9. Follow-ups (interviewer drill-downs)

• 100× event volume? Partition Kafka; edge pre-aggregate where loss acceptable; regional hubs.

• Exactly-once aggregates? Micro-batch transactions per partition offset + idempotent upsert—still define business idempotency (idempotency).

• Migration? Dual-write OLAP stores; compare checksum reports per campaign-day.

• Multi-region? Ingest local, global Kafka mirror or merge in batch layer with clock skew rules.

• Cost? Tiered storage; sample raw for analytics; GPU only if ML fraud—not here.

• Attribution windows? Last-click vs multi-touch models change reported ROI—pipeline should persist raw touch sequence for offline replays when finance changes rules.

• GDPR / opt-out? Honored device flags suppress logging downstream; aggregates must still converge when users delete accounts—negative adjustment events in ledger-style fact tables.

• Clock skew? Mobile devices backdate clicks—event time vs ingest time must both be stored so windows can choose business rules consistently (consistency between ops and finance).

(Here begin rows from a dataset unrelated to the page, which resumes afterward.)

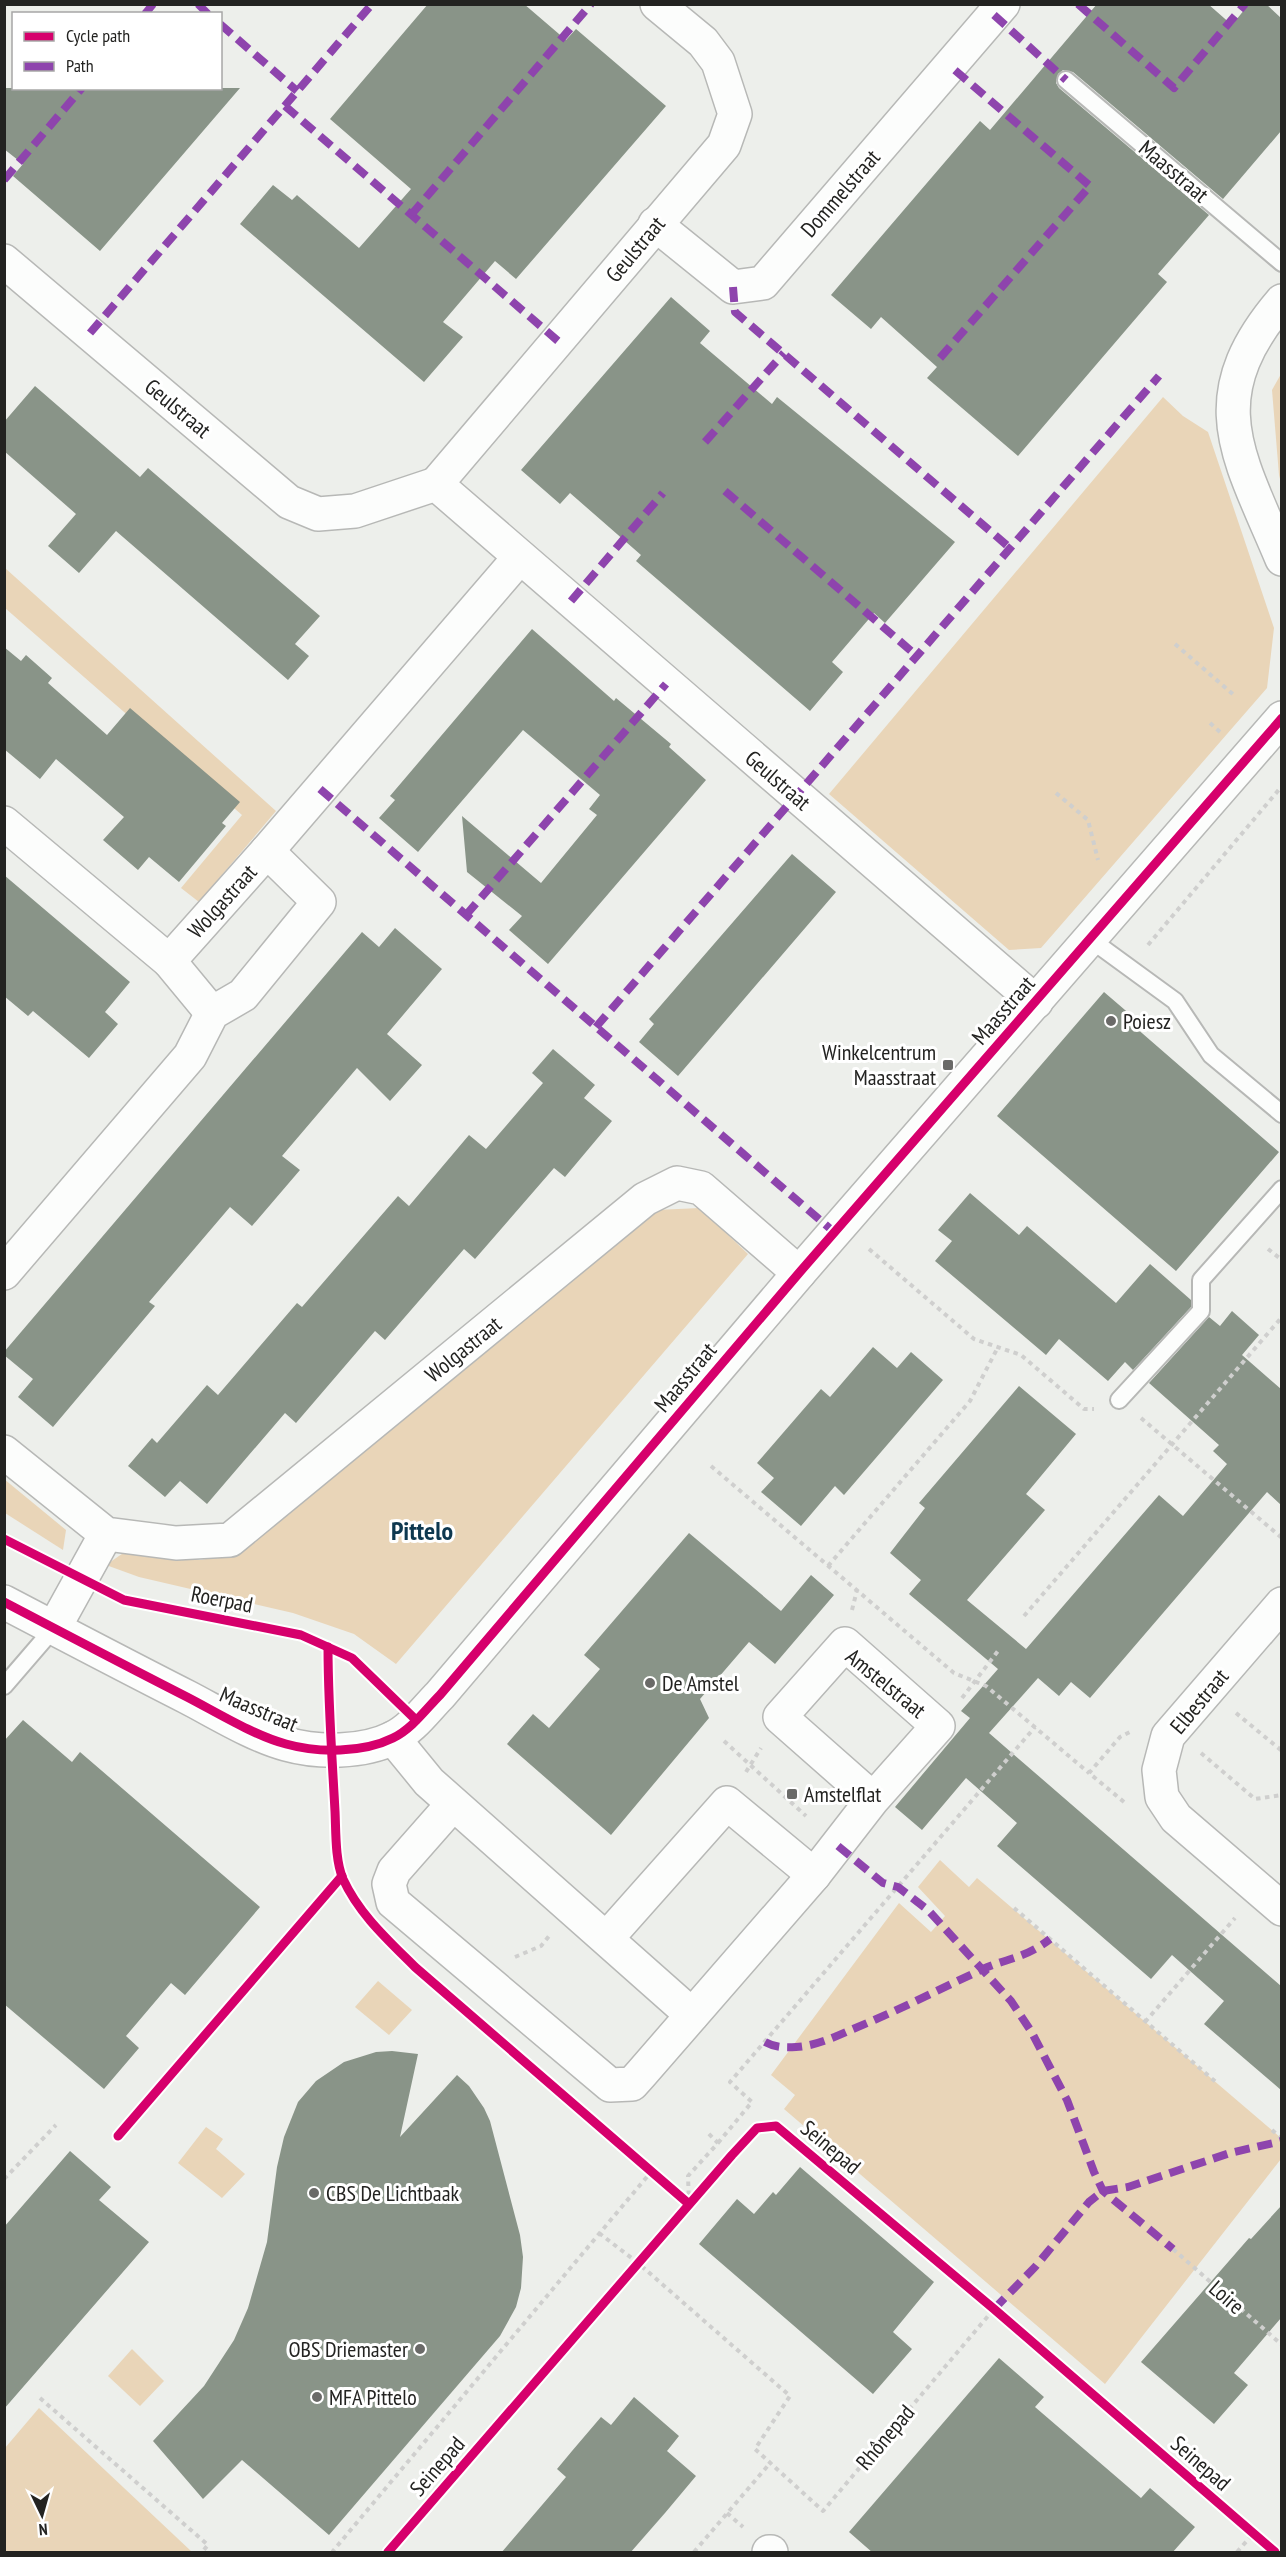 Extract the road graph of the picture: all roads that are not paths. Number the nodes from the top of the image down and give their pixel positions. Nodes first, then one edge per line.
1 (657, 4) edge
2 (1003, 4) edge
3 (1066, 80) dead end
4 (655, 224) junction
5 (4, 261) edge
6 (1281, 262) edge
7 (1281, 301) edge
8 (436, 484) junction
9 (520, 557) junction
10 (1281, 559) edge
11 (1281, 718) edge
12 (4, 823) edge
13 (267, 851) junction
14 (1090, 939) junction
15 (169, 961) junction
16 (1035, 1002) junction
17 (212, 1013) junction
18 (1281, 1114) edge
19 (1281, 1189) edge
20 (4, 1273) edge
21 (799, 1274) junction
22 (1119, 1400) road end
23 (4, 1452) edge
24 (106, 1534) junction
25 (4, 1602) edge
26 (1281, 1604) edge
27 (54, 1628) junction
28 (4, 1686) edge
29 (393, 1738) junction
30 (873, 1799) junction
31 (453, 1804) junction
32 (814, 1875) junction
33 (1270, 1899) edge
34 (607, 1938) junction
35 (692, 2015) junction

1 - 4 street, Geulstraat
2 - 4 street, Dommelstraat
3 - 6 lane, Maasstraat
4 - 8 street, Geulstraat
5 - 8 street, Geulstraat
7 - 10 street
8 - 9 street, Geulstraat
9 - 13 street
9 - 16 street, Geulstraat
11 - 14 street, Maasstraat
12 - 15 street
13 - 15 street, Wolgastraat
13 - 17 street, Wolgastraat
14 - 16 street, Maasstraat
14 - 18 lane
15 - 17 street
16 - 21 street, Maasstraat
17 - 20 street
19 - 22 lane
21 - 24 street, Wolgastraat
21 - 29 street, Maasstraat
23 - 24 street
24 - 27 street
25 - 27 street, Maasstraat
26 - 33 street, Elbestraat
27 - 28 lane
27 - 29 street, Maasstraat
29 - 31 street
30 - 30 street, Amstelstraat
30 - 32 street, Amstelstraat
31 - 34 street
31 - 35 street, Amstelstraat
32 - 34 street
32 - 35 street, Amstelstraat
34 - 35 street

• Sampling for exploration? Product may accept 1% sampled deep dimensions for debug—clearly label dashboards approximate to avoid executive misreads.

• Encryption at rest? Kafka and object store buckets hold PII hashes—CMK rotation playbooks are required before auditors show up, not after.

• Replay attacks? Bad actors resubmit old events—include signed session nonces from collector so dedupe keys cannot be forged across days.

• Vendor egress fees? Moving raw logs between clouds is expensive—compress aggressively and aggregate early when multi-cloud DR is policy.

• Schema drift? Mobile SDKs ship weekly—version events and reject unknown required fields in prod only after shadow parse in canary regions (pub/sub replay tests).

• Union of streams? Impression and click topics must join on stable ids—if ad server resets creatives mid flight, backfill mapping tables so historical joins stay true.